CloudFlare vs Incapsula vs ModSecurity by Zero Science Lab  - jimaek
http://www.slideshare.net/zeroscience/cloudflare-vs-incapsula-vs-modsecurity

======
Igalze
Hi, I work for Incapsula. Yesterday we've addressed this study in our blog.
[http://www.incapsula.com/the-incapsula-
blog/item/699-incapsu...](http://www.incapsula.com/the-incapsula-
blog/item/699-incapsula-pentested-review)

To make a long story short, this detailed report helped us introduce several
patches to our WAF - but we feel that some of the issues were mostly
theoretical and patching them can lead to security eroding false positives.

ModSecurity is a great security solutionand we are happy to be compared to it.
We feel that we perhaps offer a more complete package (bot filtering,
acceleration, user friendly GUI and easy setup, support, etc).

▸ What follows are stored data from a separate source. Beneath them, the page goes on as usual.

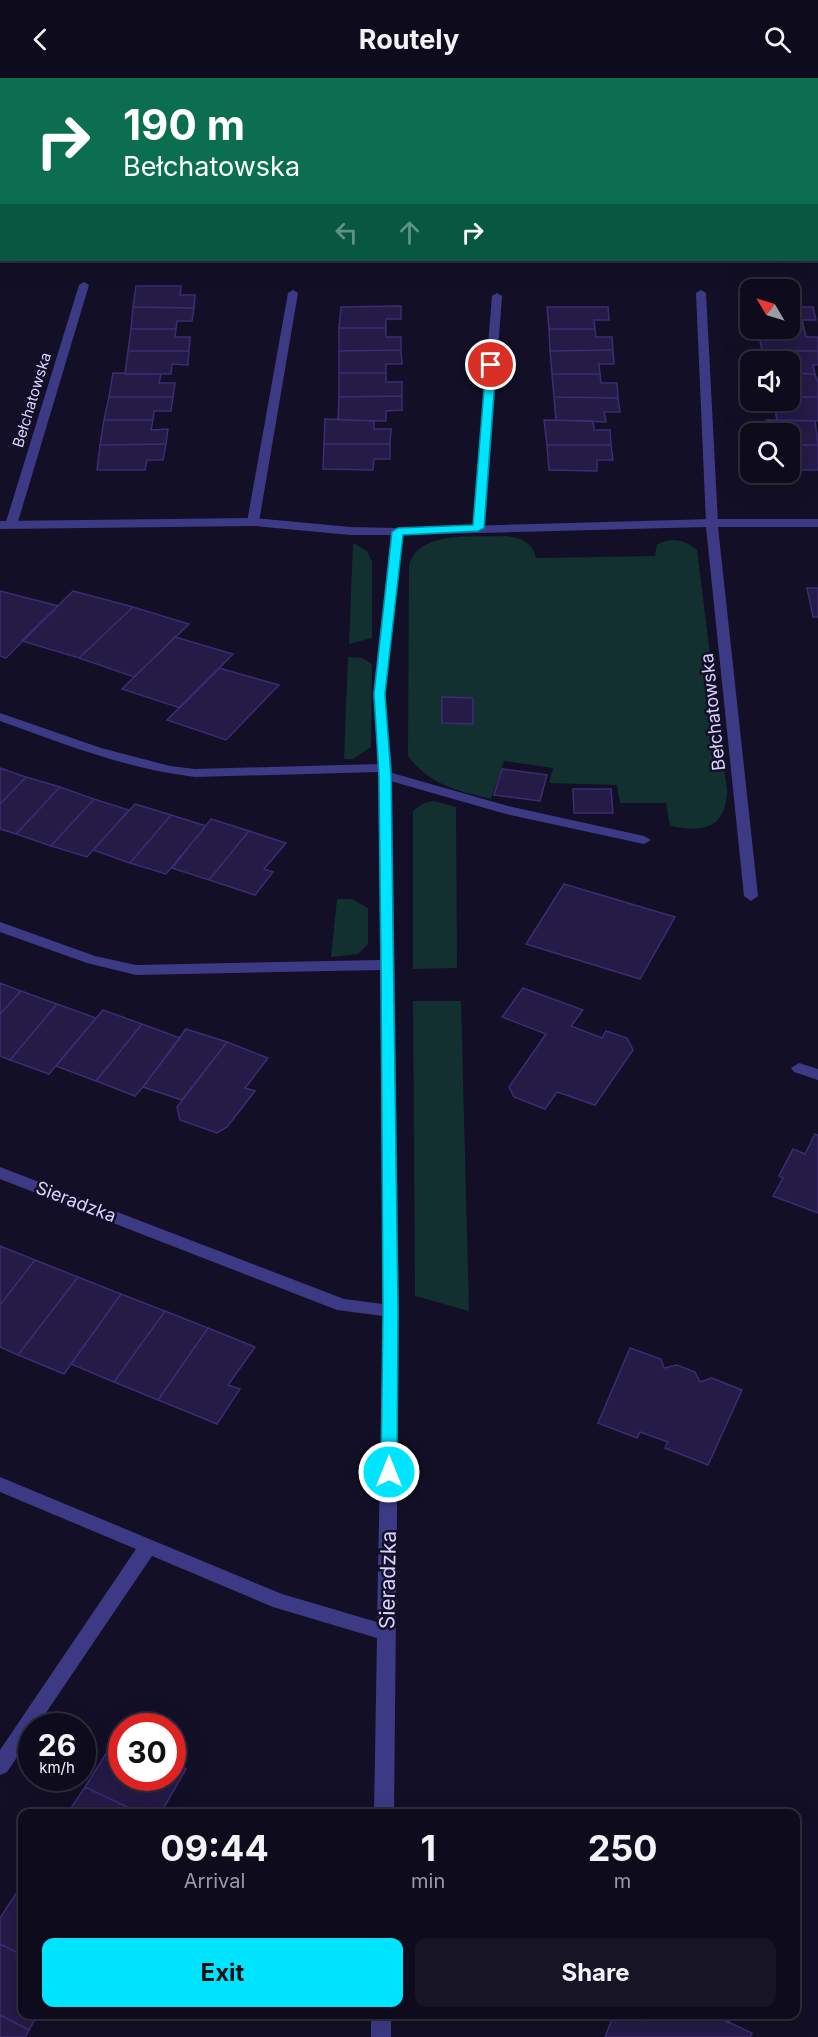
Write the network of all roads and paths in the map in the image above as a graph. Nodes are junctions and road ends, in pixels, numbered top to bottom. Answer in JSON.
{"nodes":[{"id":1,"x":84,"y":285,"type":"dead end"},
{"id":2,"x":293,"y":292,"type":"dead end"},
{"id":3,"x":701,"y":293,"type":"dead end"},
{"id":4,"x":496,"y":296,"type":"dead end"},
{"id":5,"x":253,"y":522,"type":"junction"},
{"id":6,"x":712,"y":523,"type":"junction"},
{"id":7,"x":818,"y":523,"type":"edge"},
{"id":8,"x":5,"y":525,"type":"edge"},
{"id":9,"x":478,"y":528,"type":"junction"},
{"id":10,"x":398,"y":532,"type":"junction"},
{"id":11,"x":0,"y":717,"type":"edge"},
{"id":12,"x":385,"y":772,"type":"junction"},
{"id":13,"x":644,"y":840,"type":"dead end"},
{"id":14,"x":751,"y":896,"type":"dead end"},
{"id":15,"x":0,"y":927,"type":"edge"},
{"id":16,"x":388,"y":965,"type":"junction"},
{"id":17,"x":799,"y":1068,"type":"dead end"},
{"id":18,"x":818,"y":1075,"type":"edge"},
{"id":19,"x":0,"y":1173,"type":"edge"},
{"id":20,"x":391,"y":1311,"type":"junction"},
{"id":21,"x":0,"y":1484,"type":"edge"},
{"id":22,"x":148,"y":1546,"type":"junction"},
{"id":23,"x":387,"y":1633,"type":"junction"},
{"id":24,"x":0,"y":1766,"type":"edge"},
{"id":25,"x":384,"y":1809,"type":"edge"},
{"id":26,"x":381,"y":2019,"type":"edge"},
{"id":27,"x":381,"y":2037,"type":"edge"}],
"edges":[{"from":1,"to":8,"type":"street","name":"Bełchatowska"},
{"from":2,"to":5,"type":"street"},
{"from":3,"to":6,"type":"street","name":"Bełchatowska"},
{"from":4,"to":9,"type":"street"},
{"from":5,"to":8,"type":"street","name":"Bełchatowska"},
{"from":5,"to":10,"type":"street","name":"Bełchatowska"},
{"from":6,"to":7,"type":"street","name":"Bełchatowska"},
{"from":6,"to":9,"type":"street","name":"Bełchatowska"},
{"from":6,"to":14,"type":"street","name":"Bełchatowska"},
{"from":9,"to":10,"type":"street","name":"Bełchatowska"},
{"from":10,"to":12,"type":"street","name":"Sieradzka"},
{"from":11,"to":12,"type":"street"},
{"from":12,"to":13,"type":"street"},
{"from":12,"to":16,"type":"street","name":"Sieradzka"},
{"from":15,"to":16,"type":"street"},
{"from":16,"to":20,"type":"street","name":"Sieradzka"},
{"from":17,"to":18,"type":"street"},
{"from":19,"to":20,"type":"street","name":"Sieradzka"},
{"from":20,"to":23,"type":"street","name":"Sieradzka"},
{"from":21,"to":22,"type":"street"},
{"from":22,"to":23,"type":"street"},
{"from":22,"to":24,"type":"street"},
{"from":23,"to":25,"type":"street","name":"Sieradzka"},
{"from":26,"to":27,"type":"street"}]}
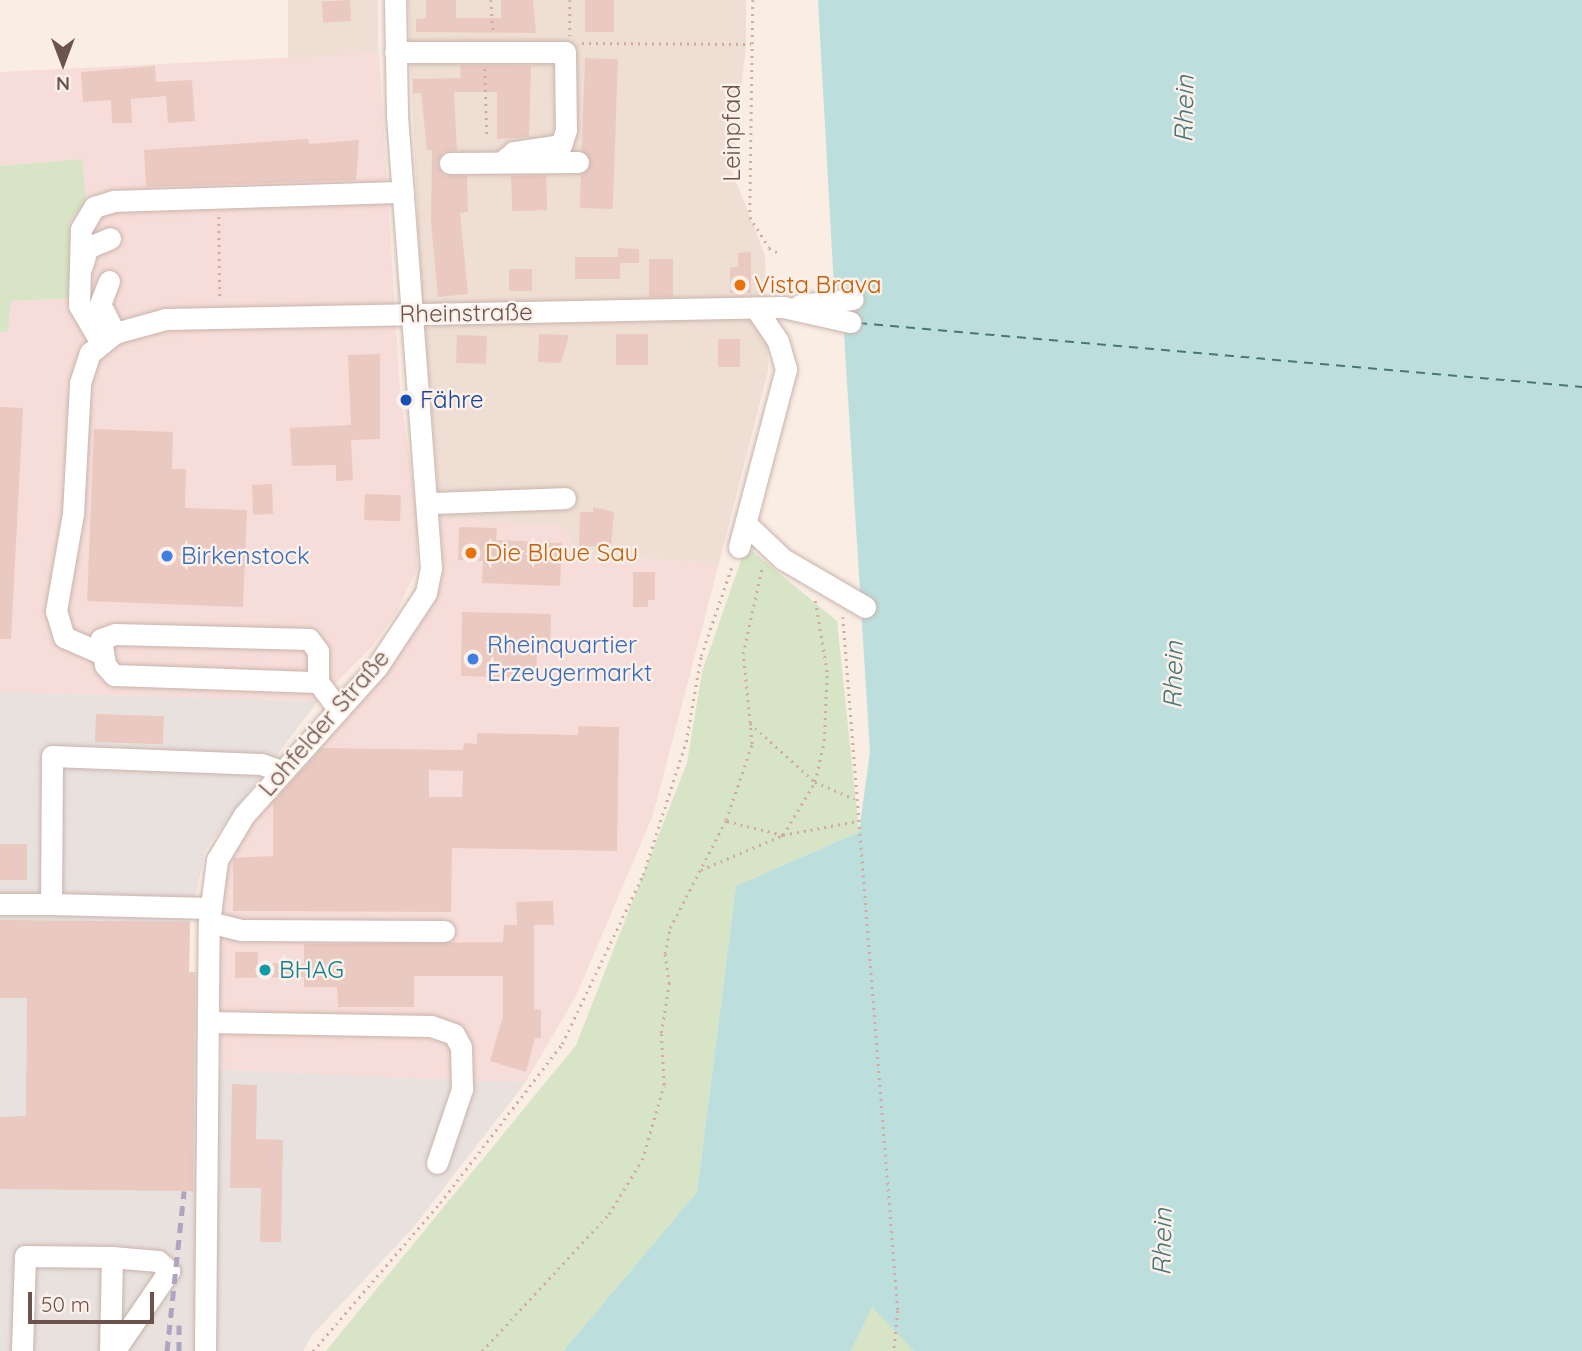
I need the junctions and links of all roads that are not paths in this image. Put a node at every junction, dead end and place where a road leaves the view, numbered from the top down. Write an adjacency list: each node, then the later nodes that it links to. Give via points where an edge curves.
1 (395, 0): 2 (street, Lohfelder Straße)
2 (395, 52): 3 (street, via 565,52 566,130 561,145 514,152); 6 (street, Lohfelder Straße)
3 (503, 161): 4 (street); 5 (street)
4 (578, 162)
5 (450, 163)
6 (403, 192): 8 (street, via 114,201 93,207 81,229); 13 (street, Lohfelder Straße)
7 (110, 238): 8 (street, via 87,248)
8 (79, 280): 15 (street, via 79,305)
9 (109, 281): 15 (street, via 100,304)
10 (853, 299): 11 (street)
11 (783, 307): 12 (street, Rheinstraße); 14 (street, Rheinstraße)
12 (756, 308): 13 (street, Rheinstraße); 18 (street, via 778,341 786,369)
13 (410, 314): 15 (street, Rheinstraße, via 166,319); 17 (street, Lohfelder Straße)
14 (850, 322)
15 (102, 343): 21 (street, via 80,383 73,514 55,611 64,637)
16 (565, 498): 17 (street)
17 (430, 503): 23 (street, Lohfelder Straße, via 431,568 426,593 377,667)
18 (747, 525): 19 (street); 20 (street, via 814,579)
19 (739, 547)
20 (865, 607)
21 (101, 653): 22 (street, via 114,675); 22 (street, via 101,639 115,634 309,639 318,651)
22 (317, 682): 23 (street)
23 (338, 709): 24 (street, Lohfelder Straße)
24 (281, 771): 26 (street, via 261,764 52,757); 27 (street, Lohfelder Straße, via 244,815 217,860)
25 (0, 904): 26 (street)
26 (51, 904): 27 (street)
27 (210, 915): 28 (street, via 242,930); 29 (street, Lohfelder Straße)
28 (444, 931)
29 (208, 1022): 30 (street, via 431,1026 454,1034 461,1048 462,1089); 34 (street, Lohfelder Straße)
30 (437, 1163)
31 (112, 1257): 32 (street, via 25,1256); 33 (street); 33 (street, via 158,1261 169,1272)
32 (22, 1351)
33 (112, 1351)
34 (205, 1351)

Still, you can't beat Free and if you are looking for OS security solution,
ModSecurity is defiantly a name you should consider.

On a personal note, I wish that more vendors would take security a bit more
seriously - especially if they claim to provide it to thousands of clients.

Web evolution is motivated by consumer trust and if we loose this trust we
will also loose the cash flow that keeps Internet evolving.

Providing faulty security will do just that.